### Material provided
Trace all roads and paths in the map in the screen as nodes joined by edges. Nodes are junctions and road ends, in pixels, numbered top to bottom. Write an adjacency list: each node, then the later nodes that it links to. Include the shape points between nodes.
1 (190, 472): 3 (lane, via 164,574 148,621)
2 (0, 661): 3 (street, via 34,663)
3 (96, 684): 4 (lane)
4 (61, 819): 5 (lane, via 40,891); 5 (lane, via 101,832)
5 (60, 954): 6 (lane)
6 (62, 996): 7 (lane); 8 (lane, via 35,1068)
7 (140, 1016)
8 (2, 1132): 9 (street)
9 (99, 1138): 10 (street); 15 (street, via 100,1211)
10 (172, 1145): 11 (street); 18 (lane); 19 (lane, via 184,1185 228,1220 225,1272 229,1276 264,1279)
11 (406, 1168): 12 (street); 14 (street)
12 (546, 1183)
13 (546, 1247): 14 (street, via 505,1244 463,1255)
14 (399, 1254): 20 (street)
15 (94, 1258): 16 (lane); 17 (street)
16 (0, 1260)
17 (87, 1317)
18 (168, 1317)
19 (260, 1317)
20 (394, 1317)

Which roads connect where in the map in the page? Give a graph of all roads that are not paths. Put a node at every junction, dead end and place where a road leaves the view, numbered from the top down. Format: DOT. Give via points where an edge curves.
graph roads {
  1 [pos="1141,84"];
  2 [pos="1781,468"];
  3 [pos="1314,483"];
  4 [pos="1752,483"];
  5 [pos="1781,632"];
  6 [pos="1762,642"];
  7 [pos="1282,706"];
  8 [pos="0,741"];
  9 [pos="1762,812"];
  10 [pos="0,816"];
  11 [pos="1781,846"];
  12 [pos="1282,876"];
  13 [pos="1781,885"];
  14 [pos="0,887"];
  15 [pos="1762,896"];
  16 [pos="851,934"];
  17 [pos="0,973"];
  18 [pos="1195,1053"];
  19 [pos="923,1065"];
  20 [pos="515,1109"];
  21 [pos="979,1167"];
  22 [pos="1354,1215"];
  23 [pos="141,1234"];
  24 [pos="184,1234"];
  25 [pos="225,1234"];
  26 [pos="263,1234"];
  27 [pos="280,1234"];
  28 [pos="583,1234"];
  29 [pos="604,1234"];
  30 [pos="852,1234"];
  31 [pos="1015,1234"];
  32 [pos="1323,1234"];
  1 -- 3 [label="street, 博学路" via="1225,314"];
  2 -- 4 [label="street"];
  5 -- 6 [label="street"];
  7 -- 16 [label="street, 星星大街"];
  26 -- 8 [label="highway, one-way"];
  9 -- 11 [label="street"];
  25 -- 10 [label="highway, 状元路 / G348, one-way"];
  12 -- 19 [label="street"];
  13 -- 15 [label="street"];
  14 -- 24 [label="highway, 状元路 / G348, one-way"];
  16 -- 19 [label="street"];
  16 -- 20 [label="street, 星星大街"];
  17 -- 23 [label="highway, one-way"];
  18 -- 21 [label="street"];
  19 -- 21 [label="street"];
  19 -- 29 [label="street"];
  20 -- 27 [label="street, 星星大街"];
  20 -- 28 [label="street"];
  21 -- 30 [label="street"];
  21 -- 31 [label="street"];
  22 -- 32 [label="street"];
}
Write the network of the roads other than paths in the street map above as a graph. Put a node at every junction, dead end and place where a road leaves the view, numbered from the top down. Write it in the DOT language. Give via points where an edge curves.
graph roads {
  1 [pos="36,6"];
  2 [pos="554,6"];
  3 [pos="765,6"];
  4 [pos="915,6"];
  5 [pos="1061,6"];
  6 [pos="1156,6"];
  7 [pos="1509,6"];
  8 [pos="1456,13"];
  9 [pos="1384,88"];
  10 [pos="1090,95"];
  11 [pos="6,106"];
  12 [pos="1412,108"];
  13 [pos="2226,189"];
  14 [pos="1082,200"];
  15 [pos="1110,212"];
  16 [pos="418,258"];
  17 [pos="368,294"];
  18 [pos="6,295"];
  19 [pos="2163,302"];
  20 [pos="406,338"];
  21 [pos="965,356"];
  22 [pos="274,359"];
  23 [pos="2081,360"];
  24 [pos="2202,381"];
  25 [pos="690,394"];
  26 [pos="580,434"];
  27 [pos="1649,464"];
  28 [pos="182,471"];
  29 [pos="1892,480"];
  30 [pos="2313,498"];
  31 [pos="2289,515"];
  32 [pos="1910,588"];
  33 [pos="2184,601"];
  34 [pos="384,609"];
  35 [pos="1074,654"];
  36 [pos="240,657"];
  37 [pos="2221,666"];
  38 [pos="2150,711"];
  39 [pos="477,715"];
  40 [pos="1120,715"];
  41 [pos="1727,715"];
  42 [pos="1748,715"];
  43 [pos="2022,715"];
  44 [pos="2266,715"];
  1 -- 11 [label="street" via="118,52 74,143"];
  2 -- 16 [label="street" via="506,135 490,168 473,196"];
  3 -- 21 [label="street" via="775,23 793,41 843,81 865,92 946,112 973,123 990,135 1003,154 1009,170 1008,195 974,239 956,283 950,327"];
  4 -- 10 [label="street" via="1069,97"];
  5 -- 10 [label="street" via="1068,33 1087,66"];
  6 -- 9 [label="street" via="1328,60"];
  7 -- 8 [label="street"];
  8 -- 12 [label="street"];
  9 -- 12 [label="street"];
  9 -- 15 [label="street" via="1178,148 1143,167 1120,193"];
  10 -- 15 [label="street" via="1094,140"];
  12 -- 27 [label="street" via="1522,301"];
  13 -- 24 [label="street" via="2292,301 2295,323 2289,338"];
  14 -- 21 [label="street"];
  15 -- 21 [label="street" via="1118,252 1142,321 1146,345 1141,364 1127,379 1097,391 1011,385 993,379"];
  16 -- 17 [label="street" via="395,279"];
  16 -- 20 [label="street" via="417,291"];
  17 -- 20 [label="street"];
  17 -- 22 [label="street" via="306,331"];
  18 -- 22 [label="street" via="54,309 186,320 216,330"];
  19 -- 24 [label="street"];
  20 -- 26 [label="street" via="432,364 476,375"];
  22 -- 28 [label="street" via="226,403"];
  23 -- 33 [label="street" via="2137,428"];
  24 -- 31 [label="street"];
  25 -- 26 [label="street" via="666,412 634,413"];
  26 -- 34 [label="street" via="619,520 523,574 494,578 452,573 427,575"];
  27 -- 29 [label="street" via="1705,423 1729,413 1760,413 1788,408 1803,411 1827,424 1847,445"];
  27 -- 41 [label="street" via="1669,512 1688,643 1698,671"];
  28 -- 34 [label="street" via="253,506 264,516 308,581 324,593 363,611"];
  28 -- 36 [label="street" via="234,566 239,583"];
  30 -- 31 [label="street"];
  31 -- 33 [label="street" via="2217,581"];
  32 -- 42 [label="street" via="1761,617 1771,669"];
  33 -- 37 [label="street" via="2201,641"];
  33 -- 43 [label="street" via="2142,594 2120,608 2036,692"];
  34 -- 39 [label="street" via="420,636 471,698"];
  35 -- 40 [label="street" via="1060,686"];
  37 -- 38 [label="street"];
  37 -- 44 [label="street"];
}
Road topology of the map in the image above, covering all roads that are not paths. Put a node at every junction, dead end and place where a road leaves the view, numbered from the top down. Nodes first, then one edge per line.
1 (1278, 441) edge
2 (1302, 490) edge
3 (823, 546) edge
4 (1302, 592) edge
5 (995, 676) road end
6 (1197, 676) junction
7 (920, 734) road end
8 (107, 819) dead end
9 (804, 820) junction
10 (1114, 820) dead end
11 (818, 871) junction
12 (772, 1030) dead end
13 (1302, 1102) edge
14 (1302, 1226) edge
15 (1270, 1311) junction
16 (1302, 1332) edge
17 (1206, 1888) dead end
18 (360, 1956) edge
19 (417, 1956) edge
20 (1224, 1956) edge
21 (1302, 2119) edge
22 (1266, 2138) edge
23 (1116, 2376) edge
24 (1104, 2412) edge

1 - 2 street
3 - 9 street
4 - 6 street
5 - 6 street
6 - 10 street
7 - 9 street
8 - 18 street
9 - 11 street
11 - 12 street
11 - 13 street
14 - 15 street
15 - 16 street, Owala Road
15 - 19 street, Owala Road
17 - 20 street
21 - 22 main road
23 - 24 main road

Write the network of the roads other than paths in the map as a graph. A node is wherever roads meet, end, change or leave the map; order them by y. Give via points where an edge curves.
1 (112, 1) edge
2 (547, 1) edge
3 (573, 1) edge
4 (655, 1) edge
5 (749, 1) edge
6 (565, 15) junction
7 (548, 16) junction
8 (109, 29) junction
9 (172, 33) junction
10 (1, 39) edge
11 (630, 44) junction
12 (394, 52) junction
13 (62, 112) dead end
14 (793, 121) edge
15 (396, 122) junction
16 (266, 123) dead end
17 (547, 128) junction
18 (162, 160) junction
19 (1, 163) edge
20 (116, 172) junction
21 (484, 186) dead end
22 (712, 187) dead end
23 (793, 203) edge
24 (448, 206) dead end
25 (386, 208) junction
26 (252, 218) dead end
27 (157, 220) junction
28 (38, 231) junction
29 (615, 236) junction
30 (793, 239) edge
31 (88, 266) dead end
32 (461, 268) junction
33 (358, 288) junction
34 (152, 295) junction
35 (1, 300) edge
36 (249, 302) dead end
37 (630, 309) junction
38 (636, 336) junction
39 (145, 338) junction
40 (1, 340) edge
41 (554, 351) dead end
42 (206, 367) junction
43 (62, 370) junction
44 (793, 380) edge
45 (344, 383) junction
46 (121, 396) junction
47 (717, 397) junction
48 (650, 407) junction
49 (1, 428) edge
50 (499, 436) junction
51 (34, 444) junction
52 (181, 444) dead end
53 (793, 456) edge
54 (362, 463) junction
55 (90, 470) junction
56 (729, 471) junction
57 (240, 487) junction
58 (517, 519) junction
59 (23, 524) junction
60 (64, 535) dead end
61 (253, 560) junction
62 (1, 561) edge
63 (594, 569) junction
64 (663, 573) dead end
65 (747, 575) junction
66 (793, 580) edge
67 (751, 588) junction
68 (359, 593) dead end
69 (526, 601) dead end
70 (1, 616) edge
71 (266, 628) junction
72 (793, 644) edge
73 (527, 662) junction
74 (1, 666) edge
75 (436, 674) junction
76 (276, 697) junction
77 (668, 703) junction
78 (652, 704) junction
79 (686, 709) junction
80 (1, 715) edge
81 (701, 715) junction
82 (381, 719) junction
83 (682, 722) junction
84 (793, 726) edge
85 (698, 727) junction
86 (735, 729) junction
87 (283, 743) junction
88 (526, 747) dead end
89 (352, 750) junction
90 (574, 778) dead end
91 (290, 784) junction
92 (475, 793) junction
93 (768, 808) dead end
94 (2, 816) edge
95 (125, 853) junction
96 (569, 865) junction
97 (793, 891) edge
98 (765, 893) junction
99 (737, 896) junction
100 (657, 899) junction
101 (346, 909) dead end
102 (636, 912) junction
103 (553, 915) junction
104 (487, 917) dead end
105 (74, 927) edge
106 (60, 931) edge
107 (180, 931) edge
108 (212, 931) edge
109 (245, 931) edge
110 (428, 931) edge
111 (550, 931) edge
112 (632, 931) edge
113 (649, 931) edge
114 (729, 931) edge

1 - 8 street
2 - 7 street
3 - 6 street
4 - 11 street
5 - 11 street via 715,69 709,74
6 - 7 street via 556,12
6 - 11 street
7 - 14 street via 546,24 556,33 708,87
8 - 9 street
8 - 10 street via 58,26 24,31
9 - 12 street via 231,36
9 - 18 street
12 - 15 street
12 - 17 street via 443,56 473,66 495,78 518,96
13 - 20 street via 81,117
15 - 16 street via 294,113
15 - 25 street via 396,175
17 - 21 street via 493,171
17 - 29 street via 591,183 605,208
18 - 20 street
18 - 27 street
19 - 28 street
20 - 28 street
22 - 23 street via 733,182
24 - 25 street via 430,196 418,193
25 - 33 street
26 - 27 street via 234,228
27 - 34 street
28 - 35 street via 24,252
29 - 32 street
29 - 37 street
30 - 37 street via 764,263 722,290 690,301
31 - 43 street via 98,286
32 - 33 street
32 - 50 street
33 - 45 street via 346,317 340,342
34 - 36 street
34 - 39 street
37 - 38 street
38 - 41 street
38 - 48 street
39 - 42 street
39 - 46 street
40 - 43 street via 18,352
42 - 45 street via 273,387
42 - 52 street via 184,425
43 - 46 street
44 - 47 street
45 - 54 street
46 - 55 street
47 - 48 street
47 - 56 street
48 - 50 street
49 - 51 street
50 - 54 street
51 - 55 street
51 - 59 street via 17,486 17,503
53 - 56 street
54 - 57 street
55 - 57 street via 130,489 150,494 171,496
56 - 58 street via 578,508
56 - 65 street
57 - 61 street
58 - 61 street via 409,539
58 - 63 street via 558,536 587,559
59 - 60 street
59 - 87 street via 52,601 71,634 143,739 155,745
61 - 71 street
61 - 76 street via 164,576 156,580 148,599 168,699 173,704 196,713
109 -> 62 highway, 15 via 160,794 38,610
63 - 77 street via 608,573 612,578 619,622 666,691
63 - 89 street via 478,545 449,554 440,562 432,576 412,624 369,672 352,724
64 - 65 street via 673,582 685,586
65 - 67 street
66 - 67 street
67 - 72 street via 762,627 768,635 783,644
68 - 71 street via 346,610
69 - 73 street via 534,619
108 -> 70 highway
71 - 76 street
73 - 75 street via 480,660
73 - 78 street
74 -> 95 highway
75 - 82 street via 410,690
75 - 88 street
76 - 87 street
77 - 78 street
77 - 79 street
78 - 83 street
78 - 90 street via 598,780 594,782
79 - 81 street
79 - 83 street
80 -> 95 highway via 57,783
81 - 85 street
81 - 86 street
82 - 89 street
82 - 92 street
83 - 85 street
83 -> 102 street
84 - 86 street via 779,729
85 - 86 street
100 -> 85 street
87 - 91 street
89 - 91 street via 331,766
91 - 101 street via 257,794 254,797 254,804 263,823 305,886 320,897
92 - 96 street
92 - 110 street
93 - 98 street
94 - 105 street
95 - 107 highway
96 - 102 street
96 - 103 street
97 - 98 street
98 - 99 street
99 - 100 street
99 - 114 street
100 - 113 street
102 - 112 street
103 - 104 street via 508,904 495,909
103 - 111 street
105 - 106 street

### What to do
Every line above that holds "leaves" counts once; state the total and nothing else.

### Result of this exercise
3